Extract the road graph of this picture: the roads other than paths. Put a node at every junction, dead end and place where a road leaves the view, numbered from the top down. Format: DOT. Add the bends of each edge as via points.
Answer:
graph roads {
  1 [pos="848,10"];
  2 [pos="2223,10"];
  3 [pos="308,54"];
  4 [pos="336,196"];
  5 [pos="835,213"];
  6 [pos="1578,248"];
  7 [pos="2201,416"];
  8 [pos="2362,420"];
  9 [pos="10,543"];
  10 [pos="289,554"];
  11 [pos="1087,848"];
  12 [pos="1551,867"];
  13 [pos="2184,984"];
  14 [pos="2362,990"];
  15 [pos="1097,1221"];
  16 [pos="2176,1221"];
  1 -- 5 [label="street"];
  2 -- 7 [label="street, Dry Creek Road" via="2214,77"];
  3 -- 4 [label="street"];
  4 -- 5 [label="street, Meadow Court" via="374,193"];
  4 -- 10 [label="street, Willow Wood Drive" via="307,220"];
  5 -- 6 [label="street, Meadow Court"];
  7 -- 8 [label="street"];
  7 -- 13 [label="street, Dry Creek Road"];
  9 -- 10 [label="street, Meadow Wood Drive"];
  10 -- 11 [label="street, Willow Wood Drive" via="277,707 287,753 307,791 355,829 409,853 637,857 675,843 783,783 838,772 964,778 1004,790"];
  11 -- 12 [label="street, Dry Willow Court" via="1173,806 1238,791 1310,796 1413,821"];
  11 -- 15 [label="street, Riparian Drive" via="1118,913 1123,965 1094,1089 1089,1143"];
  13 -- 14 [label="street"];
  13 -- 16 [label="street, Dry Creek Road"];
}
....
■ **Problem to solve**: Set down every entry exactly as it appears.

■ **Answer below**:
Extract the road graph of this picture: the roads other than paths. Put a node at every junction, dead end and place where a road leaves the view, numbered from the top down. Format: DOT. Add the bends of each edge as via points.
Answer:
graph roads {
  1 [pos="848,10"];
  2 [pos="2223,10"];
  3 [pos="308,54"];
  4 [pos="336,196"];
  5 [pos="835,213"];
  6 [pos="1578,248"];
  7 [pos="2201,416"];
  8 [pos="2362,420"];
  9 [pos="10,543"];
  10 [pos="289,554"];
  11 [pos="1087,848"];
  12 [pos="1551,867"];
  13 [pos="2184,984"];
  14 [pos="2362,990"];
  15 [pos="1097,1221"];
  16 [pos="2176,1221"];
  1 -- 5 [label="street"];
  2 -- 7 [label="street, Dry Creek Road" via="2214,77"];
  3 -- 4 [label="street"];
  4 -- 5 [label="street, Meadow Court" via="374,193"];
  4 -- 10 [label="street, Willow Wood Drive" via="307,220"];
  5 -- 6 [label="street, Meadow Court"];
  7 -- 8 [label="street"];
  7 -- 13 [label="street, Dry Creek Road"];
  9 -- 10 [label="street, Meadow Wood Drive"];
  10 -- 11 [label="street, Willow Wood Drive" via="277,707 287,753 307,791 355,829 409,853 637,857 675,843 783,783 838,772 964,778 1004,790"];
  11 -- 12 [label="street, Dry Willow Court" via="1173,806 1238,791 1310,796 1413,821"];
  11 -- 15 [label="street, Riparian Drive" via="1118,913 1123,965 1094,1089 1089,1143"];
  13 -- 14 [label="street"];
  13 -- 16 [label="street, Dry Creek Road"];
}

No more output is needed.